Their research, entitled “Circulation in Quasi-2D Turbulence: Experimental Observation of the Area Rule and Bifractality”, has been published in Physical Review Letters, one of the most prestigious journals in the field of physics.

Recent experiments in 2D quantum turbulence observed the coherent vortex dynamics and condensates, as in classical 2D turbulence. Classical 2D turbulence is also closely related to physical processes for large-scale motions in geophysical flows. There exist essential differences between 2D and 3D turbulence, such as the conserved quantities, the direction of energy transfer, and the degree of intermittency in terms of velocity increments, which hinder the establishment of a unified theory of turbulence. Thus, it is highly desirable to find a single physical quantity that has the same (or similar) characteristics in both 2D and 3D turbulence, which, in turn, may afford us a more universal description of turbulence. The bifractality and area rule have not been observed experimentally so far in both 3D and 2D turbulence. Moreover, the study of circulation in 2D turbulence is made more interesting by its two IRs for energy and enstrophy cascades.
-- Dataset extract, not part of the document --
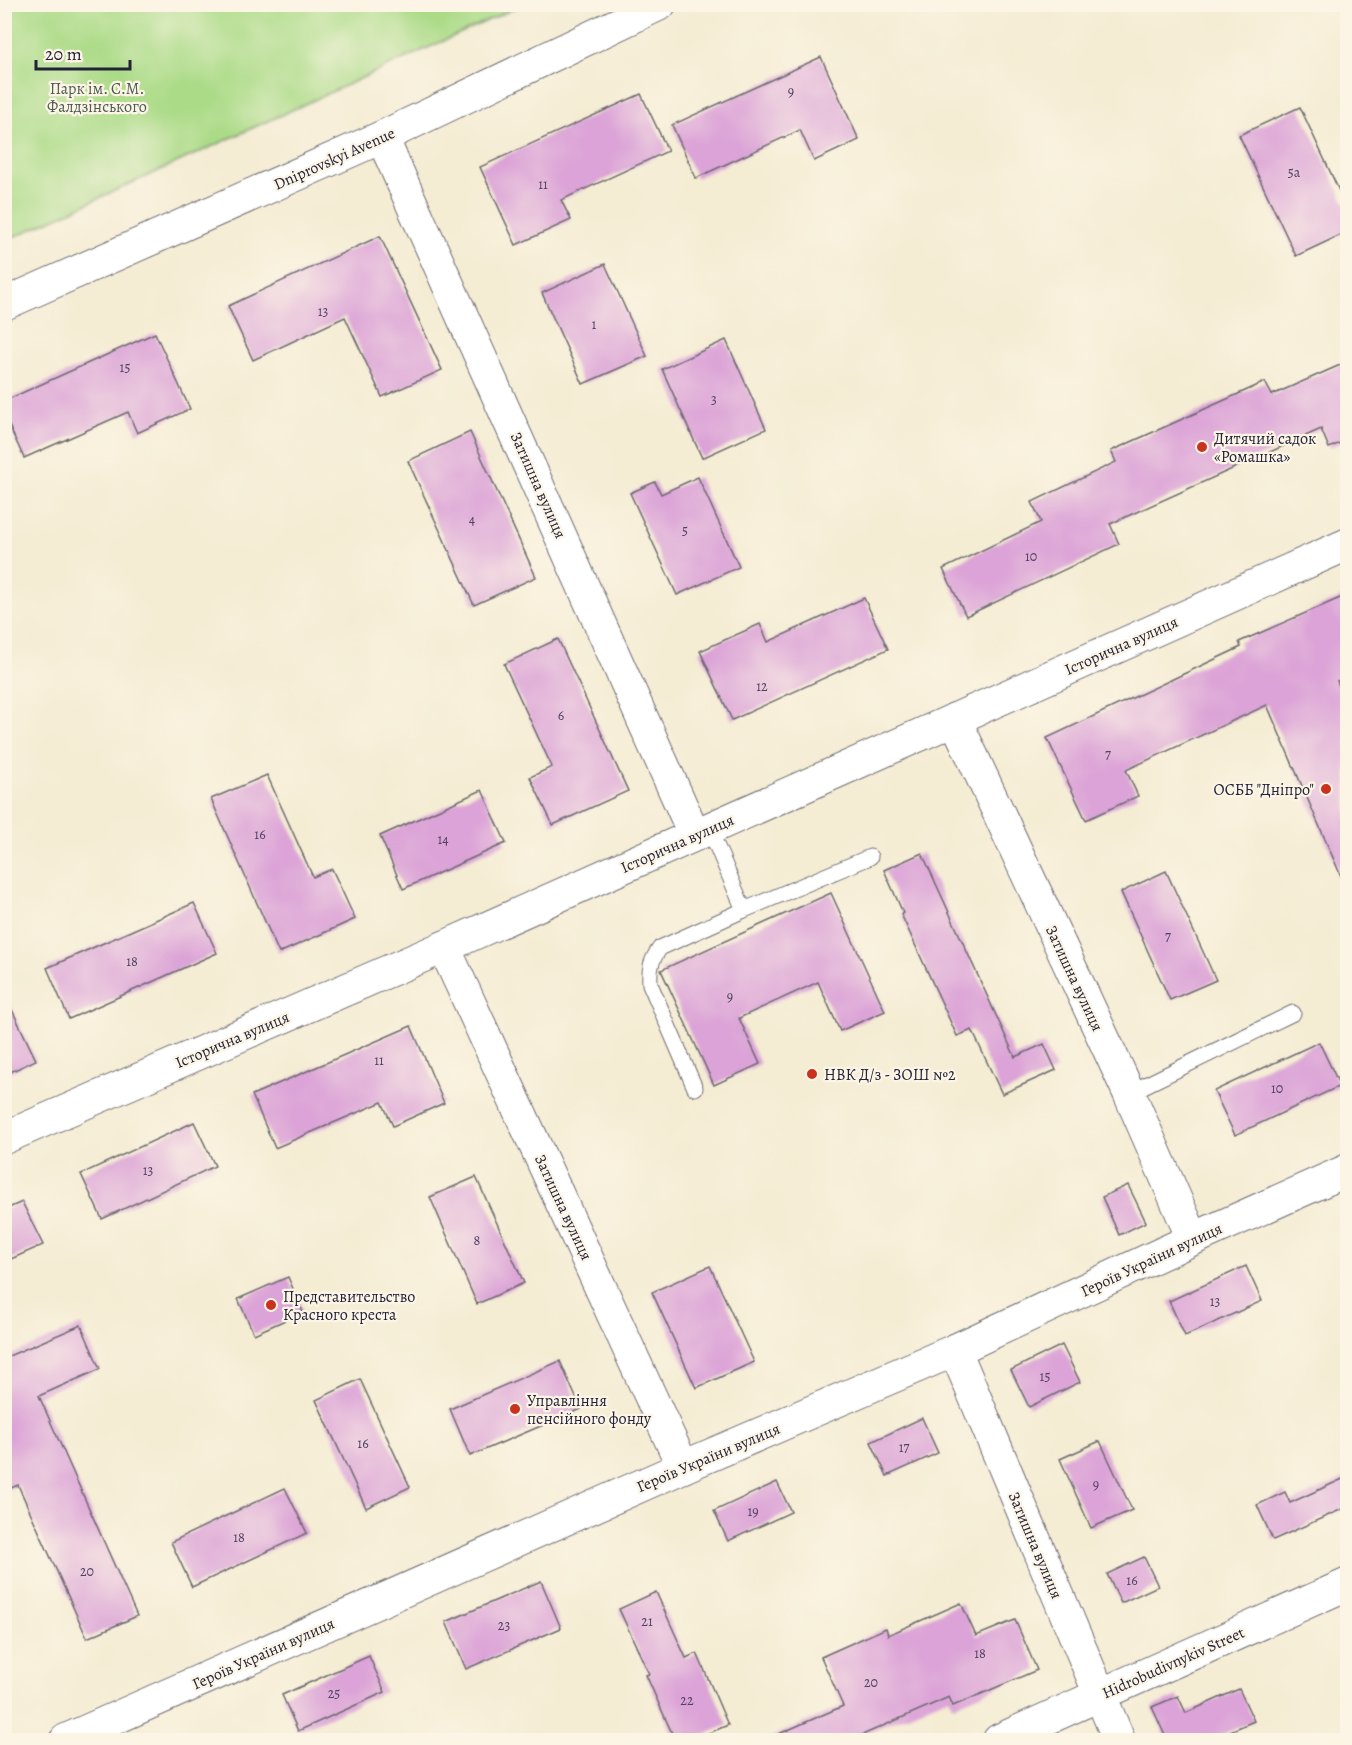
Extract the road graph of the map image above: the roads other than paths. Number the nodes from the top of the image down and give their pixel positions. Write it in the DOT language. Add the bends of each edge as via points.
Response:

Prof. Xia’s group designed delicately experiments on quasi-2D turbulence driven electromagnetically. A conducting fluid of NaOH water solution is floated on a heavier, immiscible, dielectric fluid layer, FC-770. A direct current is driven through the top layer with copper electrodes at each end of the reservoir. Beneath the reservoir is a square matrix of 30×30 grade N52 magnets. The resulting Lorenz forces from the interaction between the current and the vertical magnetic field generate a vortex lattice in the top fluid that evolves to turbulent flows, as shown in Figure 1.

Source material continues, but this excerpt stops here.